**About this exercise**
The line containing "I need the junctions" marks the end, so write out exactly every line from the top of the entries below through that one.

**Saved entries**
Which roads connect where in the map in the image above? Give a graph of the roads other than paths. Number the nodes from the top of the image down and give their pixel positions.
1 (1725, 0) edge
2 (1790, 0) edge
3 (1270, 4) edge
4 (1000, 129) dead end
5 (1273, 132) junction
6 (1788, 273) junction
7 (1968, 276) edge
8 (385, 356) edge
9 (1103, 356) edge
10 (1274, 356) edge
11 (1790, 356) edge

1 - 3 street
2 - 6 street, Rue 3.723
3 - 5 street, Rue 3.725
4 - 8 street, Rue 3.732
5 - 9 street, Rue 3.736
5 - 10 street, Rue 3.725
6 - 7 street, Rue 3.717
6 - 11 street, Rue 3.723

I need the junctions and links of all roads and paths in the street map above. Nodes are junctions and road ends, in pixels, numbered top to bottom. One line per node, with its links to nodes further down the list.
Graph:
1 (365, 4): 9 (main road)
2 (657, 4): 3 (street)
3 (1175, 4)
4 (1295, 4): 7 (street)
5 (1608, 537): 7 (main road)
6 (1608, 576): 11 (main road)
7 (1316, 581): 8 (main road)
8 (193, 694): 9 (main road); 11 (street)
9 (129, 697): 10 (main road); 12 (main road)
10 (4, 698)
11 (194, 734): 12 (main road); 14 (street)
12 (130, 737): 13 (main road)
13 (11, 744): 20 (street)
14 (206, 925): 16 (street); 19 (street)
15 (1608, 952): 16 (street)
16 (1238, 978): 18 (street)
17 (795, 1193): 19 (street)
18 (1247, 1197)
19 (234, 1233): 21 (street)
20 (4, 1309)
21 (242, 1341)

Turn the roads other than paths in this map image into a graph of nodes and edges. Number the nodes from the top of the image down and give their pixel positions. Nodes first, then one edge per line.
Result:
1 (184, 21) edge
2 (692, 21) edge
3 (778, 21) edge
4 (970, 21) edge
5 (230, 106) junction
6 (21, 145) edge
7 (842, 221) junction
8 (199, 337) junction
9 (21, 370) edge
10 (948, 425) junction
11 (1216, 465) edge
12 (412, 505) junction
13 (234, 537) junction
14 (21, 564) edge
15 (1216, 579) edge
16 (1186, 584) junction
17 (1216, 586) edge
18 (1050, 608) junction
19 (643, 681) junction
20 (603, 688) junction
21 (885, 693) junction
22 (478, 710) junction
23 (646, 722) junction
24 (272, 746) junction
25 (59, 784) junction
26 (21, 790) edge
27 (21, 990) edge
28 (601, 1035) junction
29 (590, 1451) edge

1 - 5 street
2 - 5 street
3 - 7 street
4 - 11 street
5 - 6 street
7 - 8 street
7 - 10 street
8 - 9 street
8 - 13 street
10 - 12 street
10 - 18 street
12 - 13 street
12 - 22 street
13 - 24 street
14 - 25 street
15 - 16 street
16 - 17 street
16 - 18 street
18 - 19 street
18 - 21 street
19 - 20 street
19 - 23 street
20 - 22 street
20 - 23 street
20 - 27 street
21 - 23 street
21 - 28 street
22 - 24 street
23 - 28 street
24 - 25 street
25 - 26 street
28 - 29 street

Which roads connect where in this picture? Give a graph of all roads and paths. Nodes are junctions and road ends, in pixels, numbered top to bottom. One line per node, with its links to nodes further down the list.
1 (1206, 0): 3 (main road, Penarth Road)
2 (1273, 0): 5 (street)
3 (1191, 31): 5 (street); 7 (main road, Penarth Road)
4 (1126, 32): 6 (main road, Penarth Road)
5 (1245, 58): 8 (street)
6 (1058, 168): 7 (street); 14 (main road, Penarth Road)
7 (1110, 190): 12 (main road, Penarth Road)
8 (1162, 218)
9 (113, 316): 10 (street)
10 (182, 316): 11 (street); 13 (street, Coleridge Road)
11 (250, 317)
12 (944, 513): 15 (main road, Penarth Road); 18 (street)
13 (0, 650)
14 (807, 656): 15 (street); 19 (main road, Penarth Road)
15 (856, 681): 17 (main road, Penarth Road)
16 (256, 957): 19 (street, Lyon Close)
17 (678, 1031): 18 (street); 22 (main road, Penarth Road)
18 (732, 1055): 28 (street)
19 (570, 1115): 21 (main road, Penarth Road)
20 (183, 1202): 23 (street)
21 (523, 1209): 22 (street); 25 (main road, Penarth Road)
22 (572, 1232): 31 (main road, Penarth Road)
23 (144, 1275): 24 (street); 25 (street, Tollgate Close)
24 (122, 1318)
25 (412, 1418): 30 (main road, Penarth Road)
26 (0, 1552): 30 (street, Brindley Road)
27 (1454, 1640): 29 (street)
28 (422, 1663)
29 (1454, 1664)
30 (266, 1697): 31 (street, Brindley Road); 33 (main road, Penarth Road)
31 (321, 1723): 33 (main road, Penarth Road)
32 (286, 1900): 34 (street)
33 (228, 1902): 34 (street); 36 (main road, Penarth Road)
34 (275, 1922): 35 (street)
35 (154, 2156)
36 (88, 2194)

**Output below**
Which roads connect where in the map in the image above? Give a graph of the roads other than paths. Number the nodes from the top of the image down and give their pixel positions.
1 (1725, 0) edge
2 (1790, 0) edge
3 (1270, 4) edge
4 (1000, 129) dead end
5 (1273, 132) junction
6 (1788, 273) junction
7 (1968, 276) edge
8 (385, 356) edge
9 (1103, 356) edge
10 (1274, 356) edge
11 (1790, 356) edge

1 - 3 street
2 - 6 street, Rue 3.723
3 - 5 street, Rue 3.725
4 - 8 street, Rue 3.732
5 - 9 street, Rue 3.736
5 - 10 street, Rue 3.725
6 - 7 street, Rue 3.717
6 - 11 street, Rue 3.723

I need the junctions and links of all roads and paths in the street map above. Nodes are junctions and road ends, in pixels, numbered top to bottom. One line per node, with its links to nodes further down the list.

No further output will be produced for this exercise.